● **INSTRUCTIONS FOR THE TASK**: Having read the records, set them all down exactly as they appear.

● **DATASET**:

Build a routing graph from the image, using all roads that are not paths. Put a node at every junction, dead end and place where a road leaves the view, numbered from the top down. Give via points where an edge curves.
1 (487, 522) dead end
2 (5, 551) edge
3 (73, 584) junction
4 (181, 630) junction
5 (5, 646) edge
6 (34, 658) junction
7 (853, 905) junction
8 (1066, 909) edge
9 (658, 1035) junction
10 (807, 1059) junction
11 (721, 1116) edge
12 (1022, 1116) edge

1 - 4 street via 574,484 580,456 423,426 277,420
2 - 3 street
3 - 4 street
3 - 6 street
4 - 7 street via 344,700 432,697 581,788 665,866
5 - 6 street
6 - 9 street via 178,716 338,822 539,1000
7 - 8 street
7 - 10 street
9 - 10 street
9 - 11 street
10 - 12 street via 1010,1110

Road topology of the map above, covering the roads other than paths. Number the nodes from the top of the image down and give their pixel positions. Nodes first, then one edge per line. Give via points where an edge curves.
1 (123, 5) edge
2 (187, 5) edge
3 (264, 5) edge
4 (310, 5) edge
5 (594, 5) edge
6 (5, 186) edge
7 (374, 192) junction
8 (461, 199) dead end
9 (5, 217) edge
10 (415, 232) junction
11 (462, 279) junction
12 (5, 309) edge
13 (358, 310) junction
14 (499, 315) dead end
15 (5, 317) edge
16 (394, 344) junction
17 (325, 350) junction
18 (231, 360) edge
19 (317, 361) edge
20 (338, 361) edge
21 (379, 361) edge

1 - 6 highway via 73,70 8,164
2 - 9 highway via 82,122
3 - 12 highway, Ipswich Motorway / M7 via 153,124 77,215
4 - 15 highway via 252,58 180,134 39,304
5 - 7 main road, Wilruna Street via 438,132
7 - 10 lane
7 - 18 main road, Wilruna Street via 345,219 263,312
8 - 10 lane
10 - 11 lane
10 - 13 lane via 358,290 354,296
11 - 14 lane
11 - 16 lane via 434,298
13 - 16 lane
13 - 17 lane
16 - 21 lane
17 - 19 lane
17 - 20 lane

● **ANSWER SECTION**:
Build a routing graph from the image, using all roads that are not paths. Put a node at every junction, dead end and place where a road leaves the view, numbered from the top down. Give via points where an edge curves.
1 (487, 522) dead end
2 (5, 551) edge
3 (73, 584) junction
4 (181, 630) junction
5 (5, 646) edge
6 (34, 658) junction
7 (853, 905) junction
8 (1066, 909) edge
9 (658, 1035) junction
10 (807, 1059) junction
11 (721, 1116) edge
12 (1022, 1116) edge

1 - 4 street via 574,484 580,456 423,426 277,420
2 - 3 street
3 - 4 street
3 - 6 street
4 - 7 street via 344,700 432,697 581,788 665,866
5 - 6 street
6 - 9 street via 178,716 338,822 539,1000
7 - 8 street
7 - 10 street
9 - 10 street
9 - 11 street
10 - 12 street via 1010,1110

Road topology of the map above, covering the roads other than paths. Number the nodes from the top of the image down and give their pixel positions. Nodes first, then one edge per line. Give via points where an edge curves.
1 (123, 5) edge
2 (187, 5) edge
3 (264, 5) edge
4 (310, 5) edge
5 (594, 5) edge
6 (5, 186) edge
7 (374, 192) junction
8 (461, 199) dead end
9 (5, 217) edge
10 (415, 232) junction
11 (462, 279) junction
12 (5, 309) edge
13 (358, 310) junction
14 (499, 315) dead end
15 (5, 317) edge
16 (394, 344) junction
17 (325, 350) junction
18 (231, 360) edge
19 (317, 361) edge
20 (338, 361) edge
21 (379, 361) edge

1 - 6 highway via 73,70 8,164
2 - 9 highway via 82,122
3 - 12 highway, Ipswich Motorway / M7 via 153,124 77,215
4 - 15 highway via 252,58 180,134 39,304
5 - 7 main road, Wilruna Street via 438,132
7 - 10 lane
7 - 18 main road, Wilruna Street via 345,219 263,312
8 - 10 lane
10 - 11 lane
10 - 13 lane via 358,290 354,296
11 - 14 lane
11 - 16 lane via 434,298
13 - 16 lane
13 - 17 lane
16 - 21 lane
17 - 19 lane
17 - 20 lane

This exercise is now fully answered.